I’m trying to design a project that takes global positioning data, like city and state names along with latitudes and locations. I’ll also have distances between every pair of cities. I want to make a graph with all of this information, and manipulate it to perform some graph algorithms. I’ve decided to have city objects which contains each location’s data. Now should I have a hash function to differentiate objects? And how should I handle graph algorithms that combine nodes and remove edges?
def minCut(self):
"""Returns the lowest-cost set of edges that will disconnect a graph"""
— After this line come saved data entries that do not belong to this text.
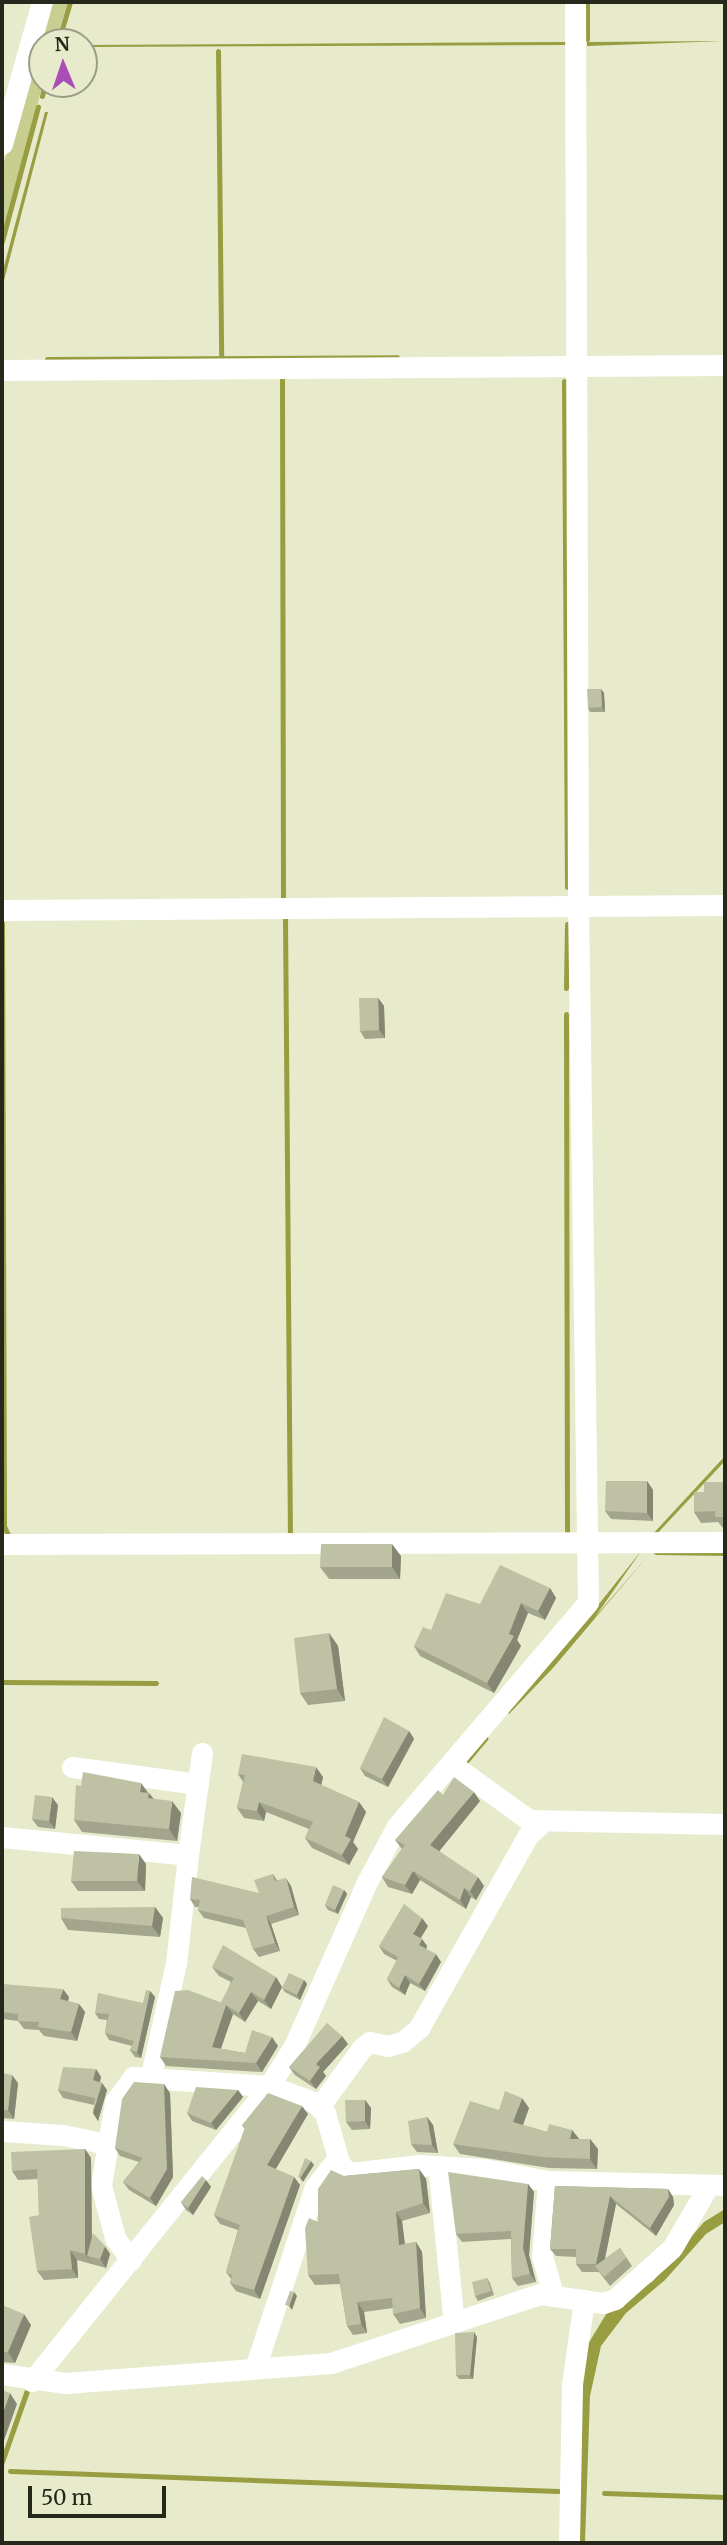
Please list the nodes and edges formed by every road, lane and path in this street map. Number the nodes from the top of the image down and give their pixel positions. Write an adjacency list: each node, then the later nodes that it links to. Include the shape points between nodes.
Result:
1 (42, 2): 3 (street)
2 (575, 2): 5 (street)
3 (2, 144)
4 (725, 365): 5 (street)
5 (577, 366): 6 (street); 7 (street)
6 (2, 370)
7 (578, 905): 8 (street); 9 (street); 12 (street)
8 (725, 905)
9 (2, 909)
10 (725, 1542): 12 (street)
11 (2, 1544): 12 (street)
12 (584, 1545): 14 (street, via 589,1602 496,1707)
13 (202, 1753): 16 (street)
14 (453, 1765): 17 (street, via 529,1820); 22 (street, via 412,1806 386,1844 294,2046)
15 (72, 1767): 16 (street)
16 (198, 1784): 20 (street)
17 (543, 1822): 18 (street); 23 (street, via 528,1835 419,2028 402,2042 387,2046 370,2042 362,2048)
18 (725, 1824)
19 (2, 1837): 20 (street)
20 (188, 1855): 21 (street, via 176,1963)
21 (150, 2076): 22 (street); 25 (street, via 132,2077 121,2088)
22 (269, 2086): 23 (street); 30 (street, via 194,2174)
23 (319, 2107): 26 (street, via 325,2113)
24 (2, 2130): 25 (street)
25 (107, 2144): 30 (street, via 102,2196 115,2238)
26 (337, 2159): 27 (street, via 350,2173); 34 (street, via 316,2188)
27 (438, 2166): 28 (street); 33 (street)
28 (548, 2181): 29 (street); 31 (street, via 542,2256)
29 (717, 2185): 32 (street, via 684,2232 644,2275 615,2299 603,2303)
30 (131, 2260): 36 (street)
31 (554, 2294): 32 (street); 33 (street, via 540,2294)
32 (584, 2300): 37 (street, via 572,2384)
33 (454, 2323): 34 (street, via 331,2363)
34 (255, 2368): 36 (street, via 65,2383)
35 (2, 2374): 36 (street)
36 (32, 2381)
37 (569, 2543)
smcut = (float('infinity'), None)
cities = self.__selectedcities[:]
edges = self.__selectededges[:]
g = self.__makeGRAPH(cities, edges)
if not nx.is_connected(g):
print("The graph is already diconnected!")
return
while len(g.nodes()) >1:
stphasecut = self.mincutphase(g)
if stphasecut[2] < smcut:
smcut = (stphasecut[2], None)
self.__merge(g, stphasecut[0], stphasecut[1])
print("Weight of the min-cut: "+str(smcut[1]))
It’s in really bad shape. I’m rewriting my original program, but this is the approach i took from the previous version.
Depending on what version of networkx you have installed, there is a built-in implementation of min_cut available.
I had the 1.0RC1 package installed and that was not available.. but I upgraded to 1.4 and min_cut is there.